Material to process:
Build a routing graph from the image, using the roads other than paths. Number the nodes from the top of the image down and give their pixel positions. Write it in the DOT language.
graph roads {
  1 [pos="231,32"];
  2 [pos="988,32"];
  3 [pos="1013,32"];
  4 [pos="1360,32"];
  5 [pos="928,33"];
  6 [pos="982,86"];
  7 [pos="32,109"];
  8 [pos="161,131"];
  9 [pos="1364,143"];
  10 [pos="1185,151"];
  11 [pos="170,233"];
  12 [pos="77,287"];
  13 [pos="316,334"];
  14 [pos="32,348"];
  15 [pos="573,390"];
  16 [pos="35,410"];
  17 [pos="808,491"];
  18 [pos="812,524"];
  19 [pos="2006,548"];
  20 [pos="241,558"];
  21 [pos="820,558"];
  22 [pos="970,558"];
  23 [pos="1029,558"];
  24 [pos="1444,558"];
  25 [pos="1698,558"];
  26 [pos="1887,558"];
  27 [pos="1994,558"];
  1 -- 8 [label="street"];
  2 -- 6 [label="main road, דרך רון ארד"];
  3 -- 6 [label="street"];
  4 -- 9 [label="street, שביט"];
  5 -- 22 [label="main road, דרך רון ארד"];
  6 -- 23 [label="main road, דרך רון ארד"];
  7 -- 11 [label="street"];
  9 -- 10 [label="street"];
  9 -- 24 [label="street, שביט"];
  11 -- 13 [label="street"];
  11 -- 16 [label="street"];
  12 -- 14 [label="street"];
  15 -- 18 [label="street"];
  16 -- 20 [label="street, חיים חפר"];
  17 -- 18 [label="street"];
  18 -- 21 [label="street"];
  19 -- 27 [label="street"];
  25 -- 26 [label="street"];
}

Work to complete: Please retype all of the records, keeping each line exactly as it is.

Answer section:
Build a routing graph from the image, using the roads other than paths. Number the nodes from the top of the image down and give their pixel positions. Write it in the DOT language.
graph roads {
  1 [pos="231,32"];
  2 [pos="988,32"];
  3 [pos="1013,32"];
  4 [pos="1360,32"];
  5 [pos="928,33"];
  6 [pos="982,86"];
  7 [pos="32,109"];
  8 [pos="161,131"];
  9 [pos="1364,143"];
  10 [pos="1185,151"];
  11 [pos="170,233"];
  12 [pos="77,287"];
  13 [pos="316,334"];
  14 [pos="32,348"];
  15 [pos="573,390"];
  16 [pos="35,410"];
  17 [pos="808,491"];
  18 [pos="812,524"];
  19 [pos="2006,548"];
  20 [pos="241,558"];
  21 [pos="820,558"];
  22 [pos="970,558"];
  23 [pos="1029,558"];
  24 [pos="1444,558"];
  25 [pos="1698,558"];
  26 [pos="1887,558"];
  27 [pos="1994,558"];
  1 -- 8 [label="street"];
  2 -- 6 [label="main road, דרך רון ארד"];
  3 -- 6 [label="street"];
  4 -- 9 [label="street, שביט"];
  5 -- 22 [label="main road, דרך רון ארד"];
  6 -- 23 [label="main road, דרך רון ארד"];
  7 -- 11 [label="street"];
  9 -- 10 [label="street"];
  9 -- 24 [label="street, שביט"];
  11 -- 13 [label="street"];
  11 -- 16 [label="street"];
  12 -- 14 [label="street"];
  15 -- 18 [label="street"];
  16 -- 20 [label="street, חיים חפר"];
  17 -- 18 [label="street"];
  18 -- 21 [label="street"];
  19 -- 27 [label="street"];
  25 -- 26 [label="street"];
}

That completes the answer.